They buy their seeds from massive corporations that have patents on seeds. They sell their produce to global multi-national corporations that set the prices they'll purchase at. They buy their machinery from John Deere or Case IH at extremely high prices.

They have no negotiating power and are squeezed between these massive corporations. This ends up leading to farmers having to sell land to corporations that will then farm it and extract subsidies from the government.

When a farmer receives a subsidy, it usually just ends up in the pockets of Cargill or Monsanto, with whom they already owe money to.

The whole system is broken from top to bottom.

  • Yes, and the man who broke the system, who installed the loophole that allowed decades of mergers and trust-building, was even named Robert Bork!

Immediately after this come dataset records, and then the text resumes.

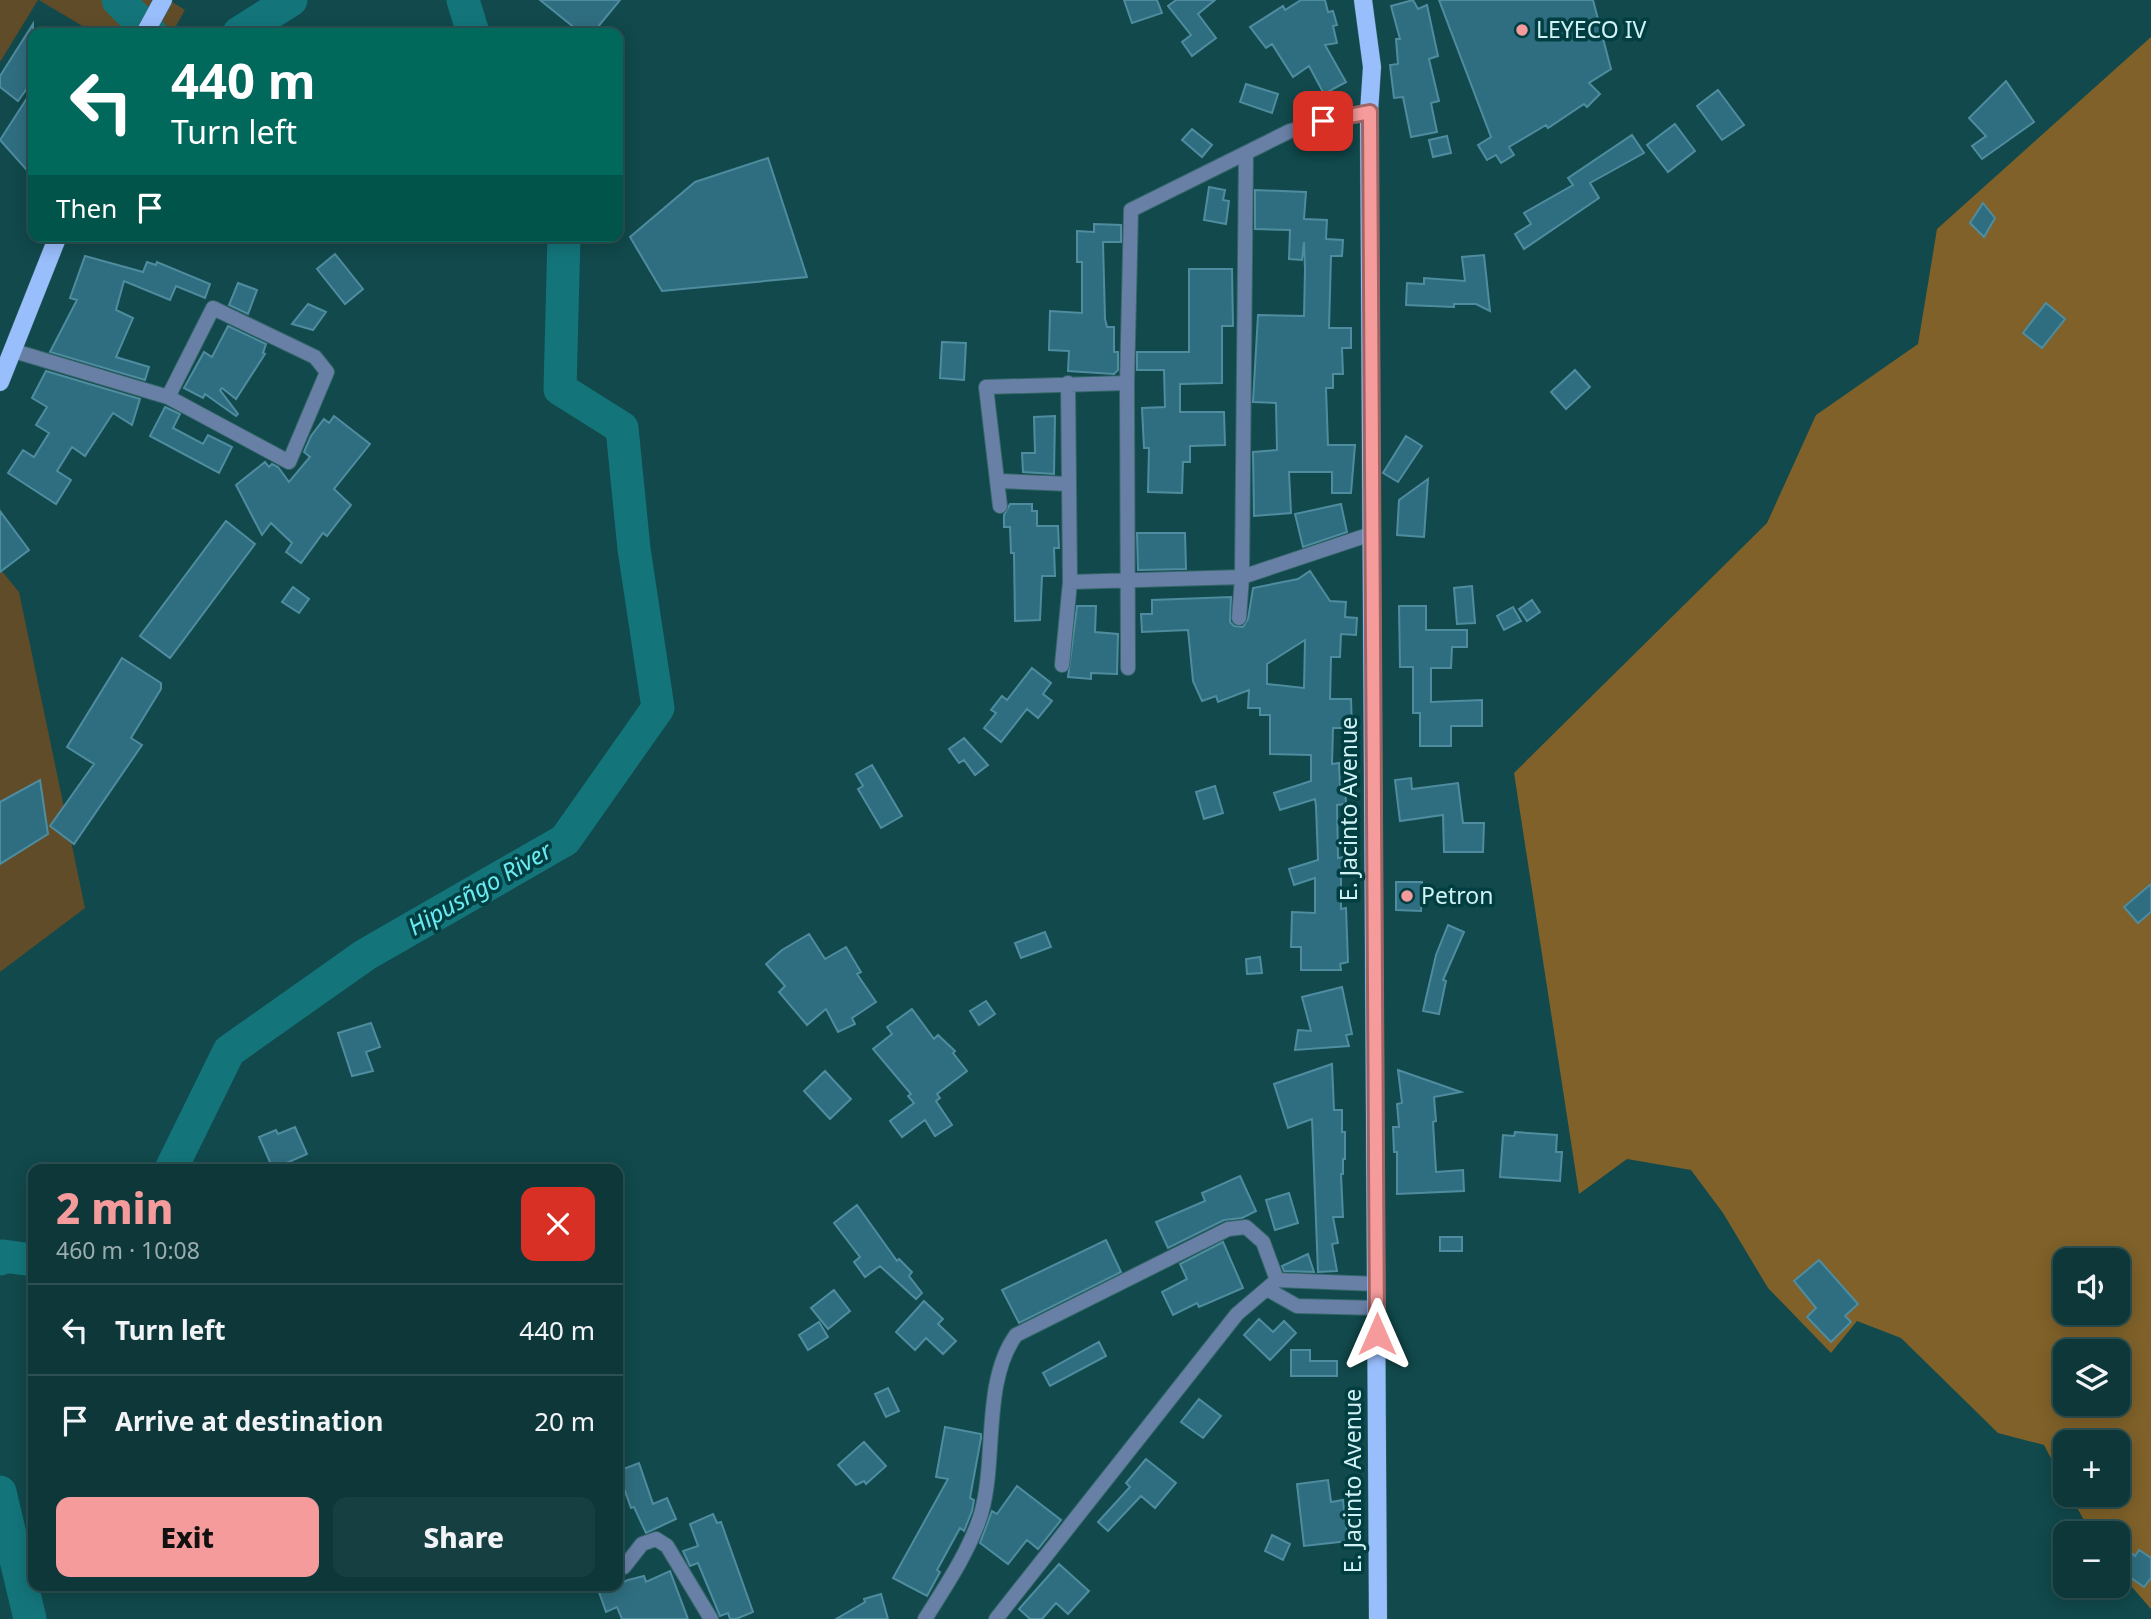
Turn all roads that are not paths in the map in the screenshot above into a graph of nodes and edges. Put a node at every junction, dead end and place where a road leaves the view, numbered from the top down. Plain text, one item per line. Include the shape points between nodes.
1 (163, 0) edge
2 (1363, 0) edge
3 (148, 28) edge
4 (1370, 112) junction
5 (1246, 153) junction
6 (56, 242) edge
7 (14, 351) junction
8 (0, 382) edge
9 (1068, 383) junction
10 (1127, 383) junction
11 (168, 397) junction
12 (999, 481) junction
13 (1069, 484) junction
14 (1000, 506) dead end
15 (1371, 534) junction
16 (1242, 577) junction
17 (1129, 578) junction
18 (1070, 582) junction
19 (1239, 618) dead end
20 (1062, 665) dead end
21 (1128, 668) dead end
22 (1272, 1284) junction
23 (1377, 1284) junction
24 (1377, 1308) junction
25 (624, 1567) dead end
26 (711, 1619) edge
27 (925, 1619) edge
28 (996, 1619) edge
29 (1378, 1619) edge

1 - 3 main road
2 - 4 main road, E. Jacinto Avenue via 1372,67
4 - 5 street via 1290,131
4 - 15 main road, E. Jacinto Avenue
5 - 10 street via 1131,210
5 - 16 street
6 - 7 main road
7 - 8 main road
7 - 11 street
9 - 10 street
9 - 12 street via 986,387
9 - 13 street
10 - 17 street
11 - 11 street via 213,309 315,357 327,372 289,463
12 - 13 street
12 - 14 street
13 - 18 street
15 - 16 street
15 - 23 main road, E. Jacinto Avenue
16 - 17 street
16 - 19 street
17 - 18 street
17 - 21 street
18 - 20 street
22 - 23 street
22 - 24 street via 1297,1306
22 - 27 street via 1263,1242 1246,1227 1228,1229 1016,1335 1005,1350 999,1374 980,1514
22 - 28 street via 1237,1314
23 - 24 main road, E. Jacinto Avenue
24 - 29 main road, E. Jacinto Avenue
25 - 26 street via 642,1544 656,1539 667,1546

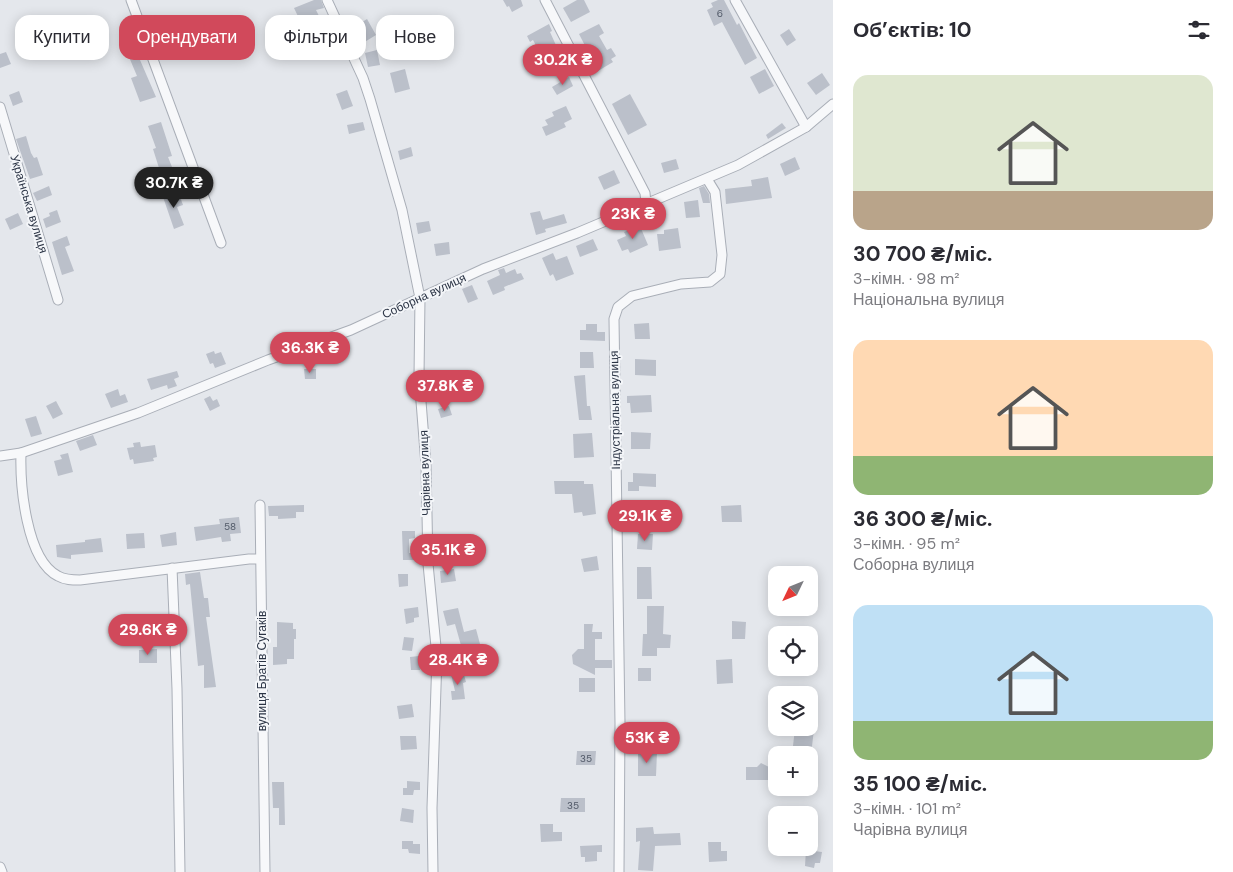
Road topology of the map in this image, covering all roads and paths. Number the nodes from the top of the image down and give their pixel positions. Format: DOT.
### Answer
graph roads {
  1 [pos="131,0"];
  2 [pos="327,0"];
  3 [pos="545,0"];
  4 [pos="735,0"];
  5 [pos="833,104"];
  6 [pos="0,107"];
  7 [pos="806,127"];
  8 [pos="707,179"];
  9 [pos="646,204"];
  10 [pos="221,243"];
  11 [pos="420,298"];
  12 [pos="58,300"];
  13 [pos="21,453"];
  14 [pos="0,456"];
  15 [pos="260,504"];
  16 [pos="260,559"];
  17 [pos="172,568"];
  18 [pos="0,868"];
  19 [pos="2,872"];
  20 [pos="180,872"];
  21 [pos="265,872"];
  22 [pos="433,872"];
  23 [pos="619,872"];
  1 -- 10 [label="street"];
  2 -- 11 [label="street, Чарівна вулиця"];
  3 -- 9 [label="street"];
  4 -- 7 [label="street"];
  5 -- 7 [label="street, Соборна вулиця"];
  6 -- 12 [label="street, Українська вулиця"];
  7 -- 8 [label="street, Соборна вулиця"];
  8 -- 9 [label="street, Соборна вулиця"];
  8 -- 23 [label="street, Індустріальна вулиця"];
  9 -- 11 [label="street, Соборна вулиця"];
  11 -- 13 [label="street, Соборна вулиця"];
  11 -- 22 [label="street, Чарівна вулиця"];
  13 -- 14 [label="street, Соборна вулиця"];
  13 -- 17 [label="street"];
  15 -- 16 [label="street, вулиця Братів Сугаків"];
  16 -- 17 [label="street"];
  16 -- 21 [label="street, вулиця Братів Сугаків"];
  17 -- 20 [label="street"];
  18 -- 19 [label="street"];
}
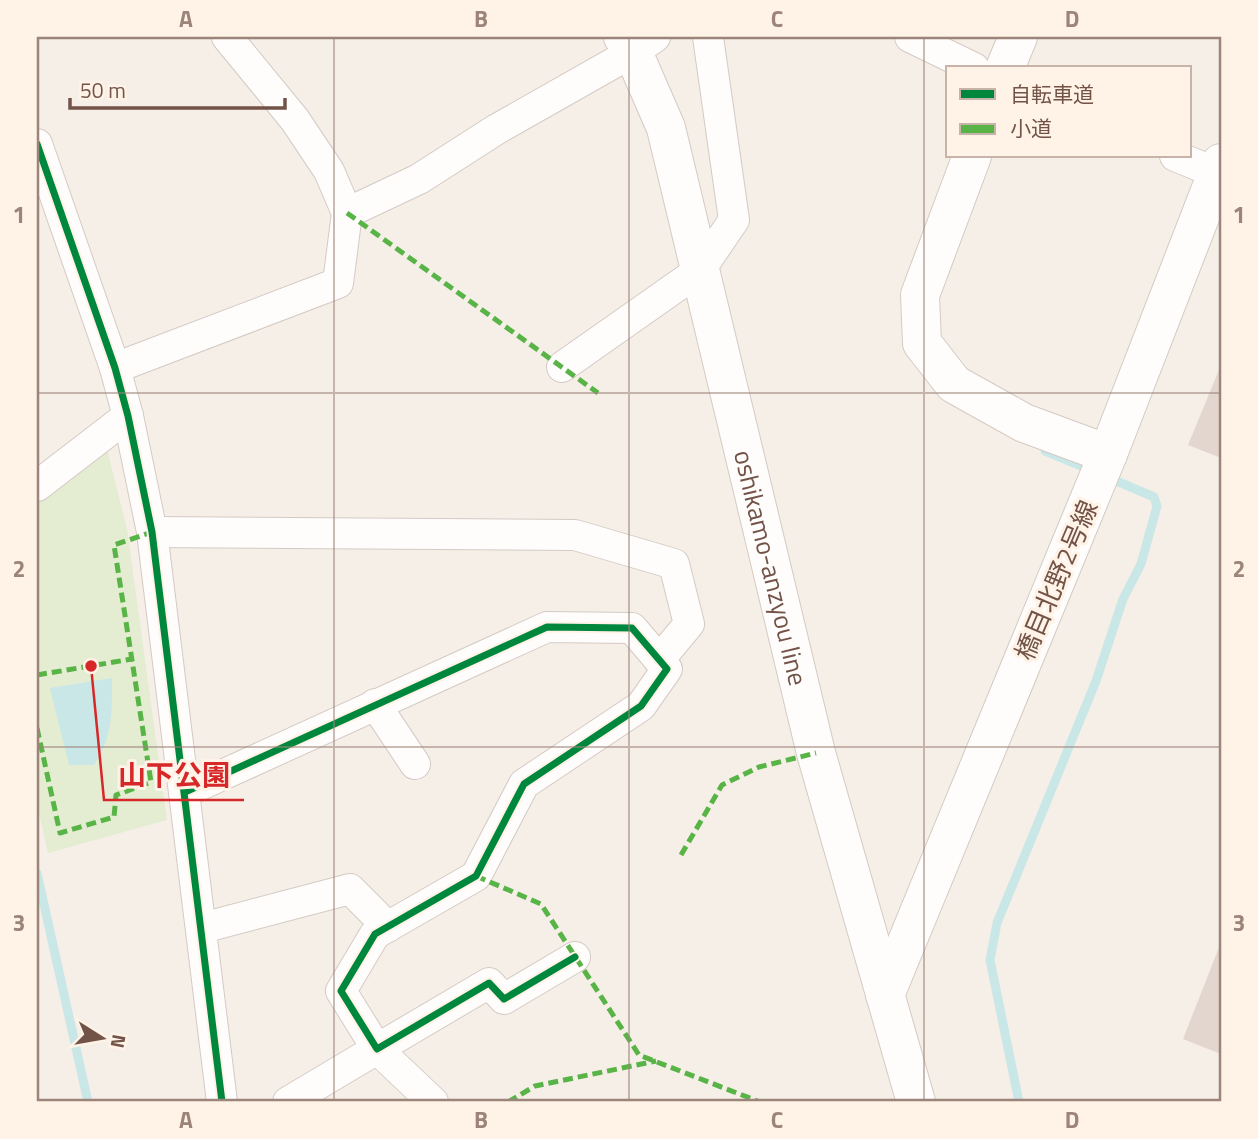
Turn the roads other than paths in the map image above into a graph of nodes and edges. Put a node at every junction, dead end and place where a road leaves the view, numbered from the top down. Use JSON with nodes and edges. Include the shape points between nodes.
{"nodes":[{"id":1,"x":227,"y":37,"type":"edge"},
{"id":2,"x":708,"y":37,"type":"edge"},
{"id":3,"x":910,"y":37,"type":"edge"},
{"id":4,"x":1018,"y":37,"type":"edge"},
{"id":5,"x":637,"y":42,"type":"edge"},
{"id":6,"x":970,"y":66,"type":"edge"},
{"id":7,"x":1006,"y":66,"type":"edge"},
{"id":8,"x":37,"y":144,"type":"edge"},
{"id":9,"x":971,"y":158,"type":"edge"},
{"id":10,"x":1182,"y":158,"type":"edge"},
{"id":11,"x":1219,"y":168,"type":"edge"},
{"id":12,"x":347,"y":213,"type":"junction"},
{"id":13,"x":700,"y":270,"type":"junction"},
{"id":14,"x":115,"y":368,"type":"junction"},
{"id":15,"x":562,"y":368,"type":"dead end"},
{"id":16,"x":128,"y":416,"type":"junction"},
{"id":17,"x":1108,"y":454,"type":"junction"},
{"id":18,"x":37,"y":486,"type":"edge"},
{"id":19,"x":152,"y":532,"type":"junction"},
{"id":20,"x":659,"y":660,"type":"junction"},
{"id":21,"x":375,"y":704,"type":"junction"},
{"id":22,"x":415,"y":764,"type":"dead end"},
{"id":23,"x":185,"y":792,"type":"junction"},
{"id":24,"x":388,"y":927,"type":"junction"},
{"id":25,"x":202,"y":928,"type":"junction"},
{"id":26,"x":575,"y":957,"type":"dead end"},
{"id":27,"x":885,"y":995,"type":"junction"},
{"id":28,"x":377,"y":1049,"type":"junction"},
{"id":29,"x":222,"y":1102,"type":"edge"},
{"id":30,"x":288,"y":1102,"type":"edge"},
{"id":31,"x":433,"y":1102,"type":"edge"},
{"id":32,"x":916,"y":1102,"type":"edge"}],
"edges":[{"from":1,"to":12,"type":"street","via":[[295,120],[329,172]]},
{"from":2,"to":13,"type":"street","via":[[734,220]]},
{"from":3,"to":6,"type":"street"},
{"from":4,"to":7,"type":"street"},
{"from":5,"to":12,"type":"street","via":[[419,178]]},
{"from":5,"to":13,"type":"street","name":"oshikamo-anzyou line","via":[[666,128]]},
{"from":8,"to":14,"type":"street"},
{"from":9,"to":17,"type":"street","via":[[920,295],[922,344],[954,384],[1024,424]]},
{"from":10,"to":11,"type":"street"},
{"from":11,"to":17,"type":"street","name":"橋目北野2号線"},
{"from":12,"to":14,"type":"street","via":[[338,283]]},
{"from":13,"to":15,"type":"street"},
{"from":13,"to":27,"type":"street","name":"oshikamo-anzyou line","via":[[816,753]]},
{"from":14,"to":16,"type":"street"},
{"from":16,"to":18,"type":"street"},
{"from":16,"to":19,"type":"street"},
{"from":17,"to":27,"type":"street","name":"橋目北野2号線"},
{"from":19,"to":20,"type":"street","via":[[575,535],[674,564],[689,624]]},
{"from":19,"to":23,"type":"street"},
{"from":20,"to":21,"type":"street","via":[[632,628],[547,627]]},
{"from":20,"to":24,"type":"street","via":[[667,669],[641,706],[524,784],[476,876]]},
{"from":21,"to":22,"type":"street"},
{"from":21,"to":23,"type":"street"},
{"from":23,"to":25,"type":"street"},
{"from":24,"to":25,"type":"street","via":[[350,889]]},
{"from":24,"to":28,"type":"street","via":[[375,934],[341,991]]},
{"from":25,"to":29,"type":"street"},
{"from":26,"to":28,"type":"street","via":[[504,999],[489,983]]},
{"from":27,"to":32,"type":"street","name":"oshikamo-anzyou line"},
{"from":28,"to":30,"type":"street"},
{"from":28,"to":31,"type":"street"}]}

    He was a Nixon/Reagan flunky, naturally, but the Dems ignored the issue for a long time. It was exciting to finally see the first real pushback in the last administration under Lina Khan. So many upset businessmen on TV! Unfortunately, elections have consequences, and the work did not continue.

    • > It was exciting to finally see the first real pushback in the last administration under Lina Khan. So many upset businessmen on TV! Unfortunately, elections have consequences, and the work did not continue.

      Perhaps one of the consequences of her actually pushing back on this was one of the many reasons the owner class overwhelmingly backed Trump.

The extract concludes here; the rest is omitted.